■ **TASK OBJECTIVE**
Wherever the word "above" turns up in a line of the entries, copy that line.

■ **DATA TO USE**
☆ ☆ ☆ ☆ ☆

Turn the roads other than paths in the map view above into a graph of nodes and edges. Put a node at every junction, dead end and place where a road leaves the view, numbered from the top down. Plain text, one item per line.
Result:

☆ ☆ ☆ ☆ ☆

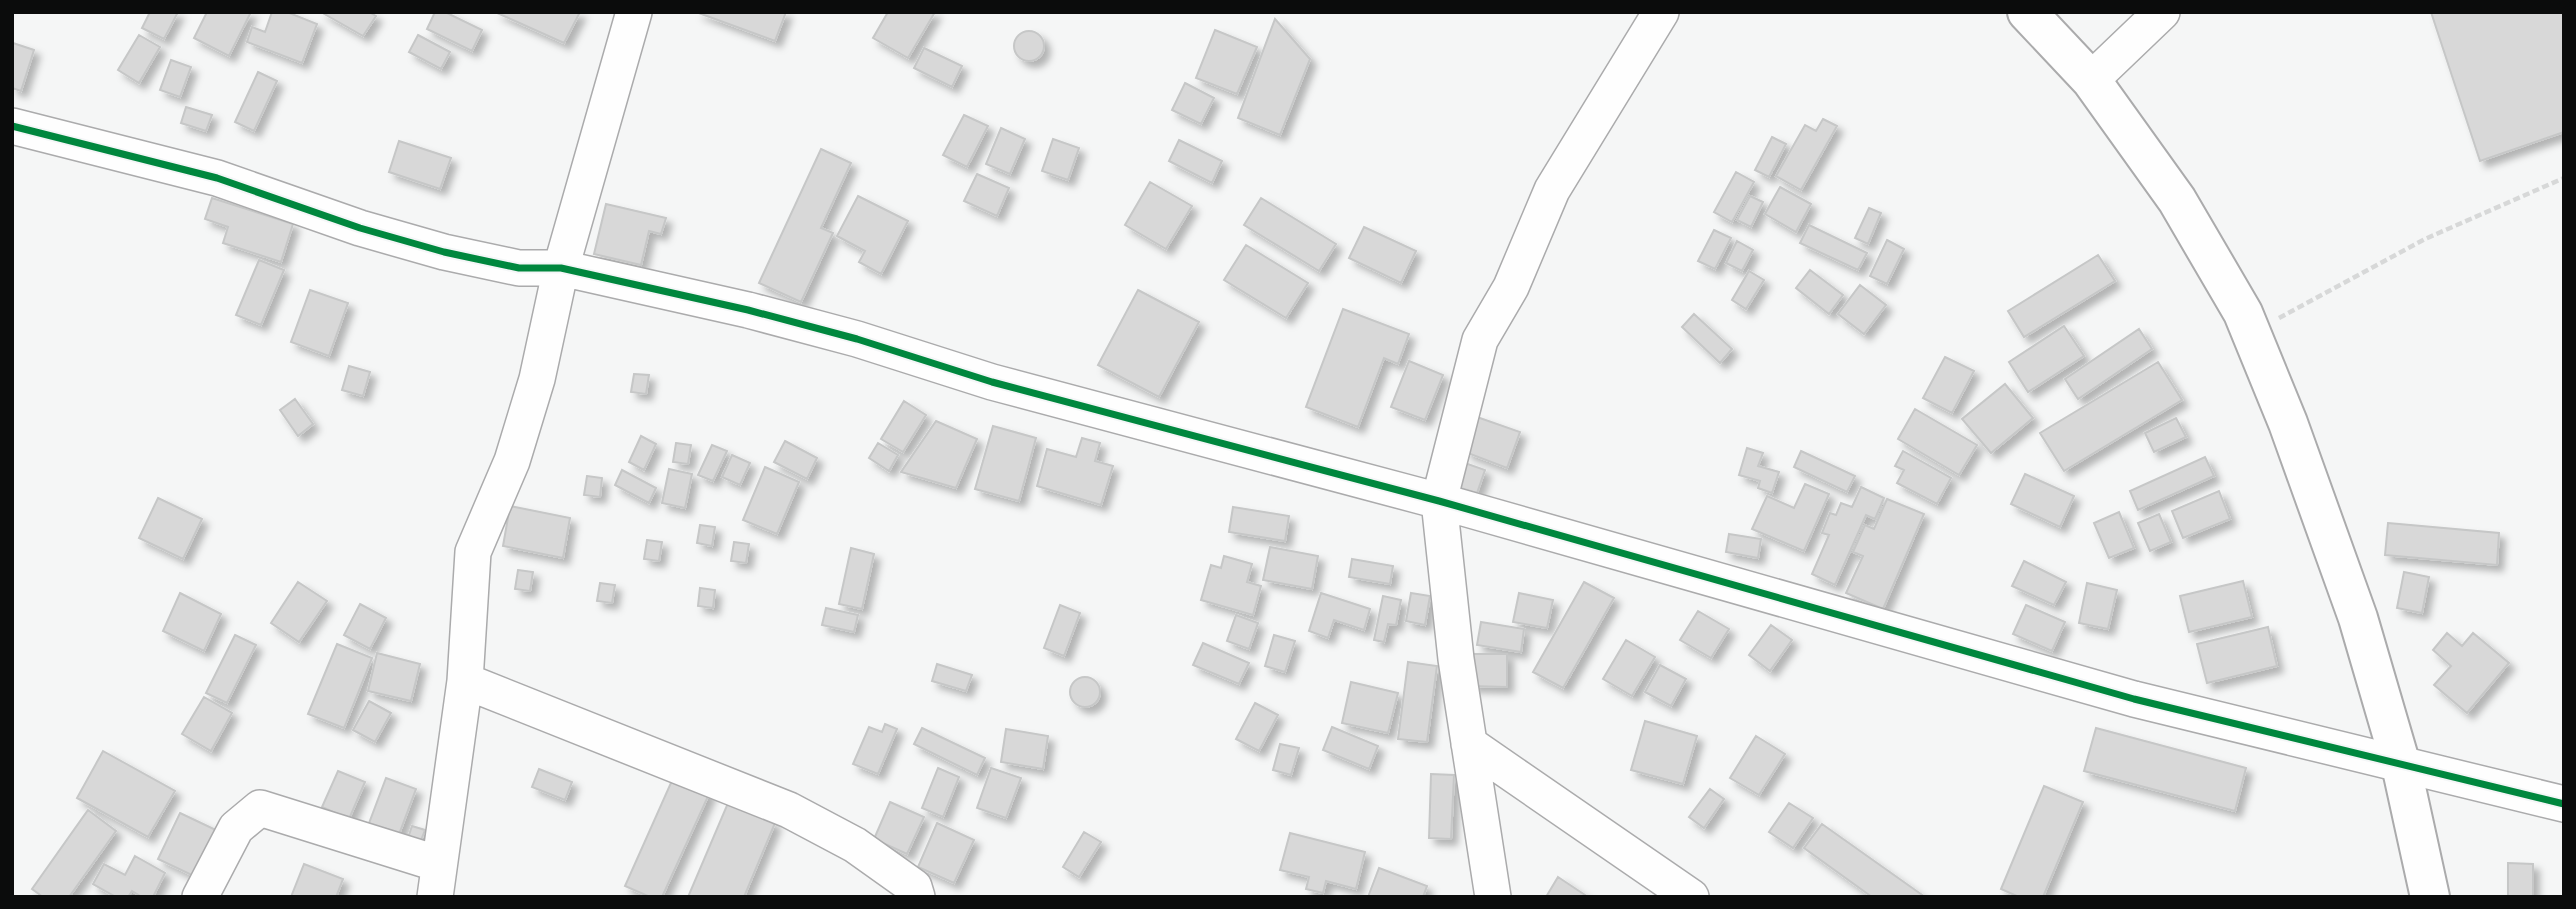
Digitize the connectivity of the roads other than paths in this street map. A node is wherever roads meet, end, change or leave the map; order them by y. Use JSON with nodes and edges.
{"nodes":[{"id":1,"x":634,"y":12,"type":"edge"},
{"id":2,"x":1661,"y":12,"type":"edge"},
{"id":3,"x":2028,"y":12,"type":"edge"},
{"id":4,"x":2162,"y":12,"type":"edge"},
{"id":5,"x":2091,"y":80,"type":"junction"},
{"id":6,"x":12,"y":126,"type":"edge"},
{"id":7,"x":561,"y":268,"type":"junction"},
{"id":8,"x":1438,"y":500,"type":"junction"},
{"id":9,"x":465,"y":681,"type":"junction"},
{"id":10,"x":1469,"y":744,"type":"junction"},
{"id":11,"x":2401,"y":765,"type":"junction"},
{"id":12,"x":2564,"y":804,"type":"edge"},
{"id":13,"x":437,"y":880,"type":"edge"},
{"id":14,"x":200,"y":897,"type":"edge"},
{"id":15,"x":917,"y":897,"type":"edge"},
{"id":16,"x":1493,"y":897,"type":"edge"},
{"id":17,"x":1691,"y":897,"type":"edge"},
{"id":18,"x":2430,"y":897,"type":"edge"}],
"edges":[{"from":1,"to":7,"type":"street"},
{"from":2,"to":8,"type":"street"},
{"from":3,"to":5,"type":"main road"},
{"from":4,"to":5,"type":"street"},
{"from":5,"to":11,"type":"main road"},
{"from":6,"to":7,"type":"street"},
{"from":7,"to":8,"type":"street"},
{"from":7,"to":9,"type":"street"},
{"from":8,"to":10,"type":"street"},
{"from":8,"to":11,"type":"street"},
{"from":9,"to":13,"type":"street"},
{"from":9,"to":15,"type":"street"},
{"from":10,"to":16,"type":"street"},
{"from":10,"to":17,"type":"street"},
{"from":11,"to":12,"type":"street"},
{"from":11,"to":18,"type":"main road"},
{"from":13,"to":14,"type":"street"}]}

☆ ☆ ☆ ☆ ☆

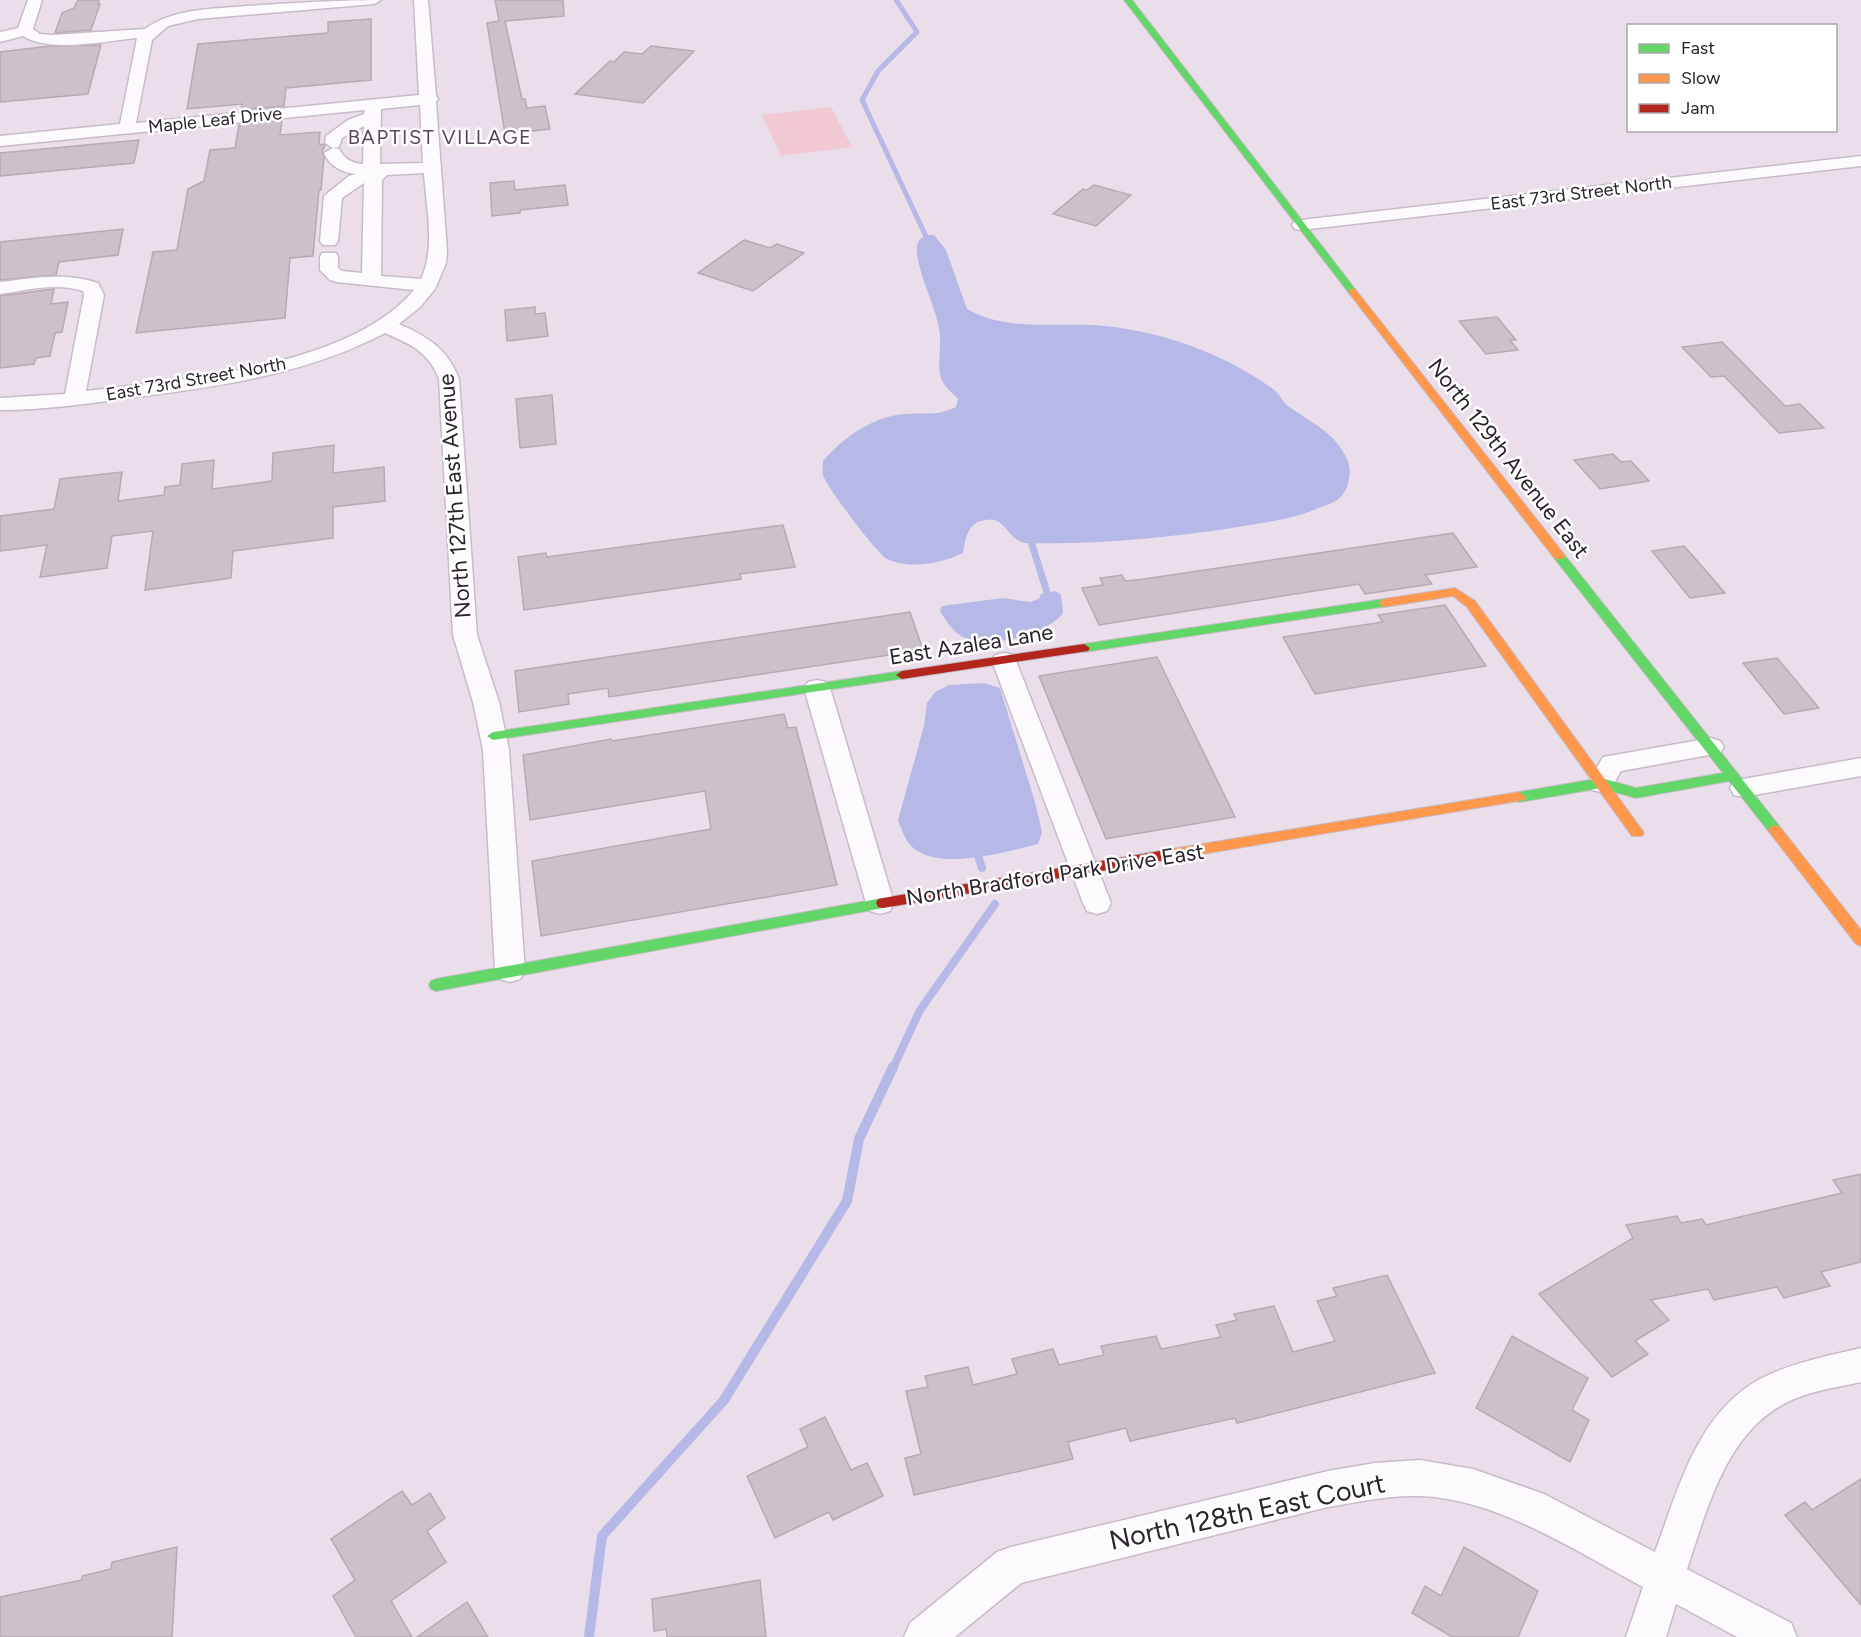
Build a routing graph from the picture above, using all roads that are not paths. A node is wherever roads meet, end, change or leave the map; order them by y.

☆ ☆ ☆ ☆ ☆

■ **RESULT BELOW**
Turn the roads other than paths in the map view above into a graph of nodes and edges. Put a node at every junction, dead end and place where a road leaves the view, numbered from the top down. Plain text, one item per line.
Build a routing graph from the picture above, using all roads that are not paths. A node is wherever roads meet, end, change or leave the map; order them by y.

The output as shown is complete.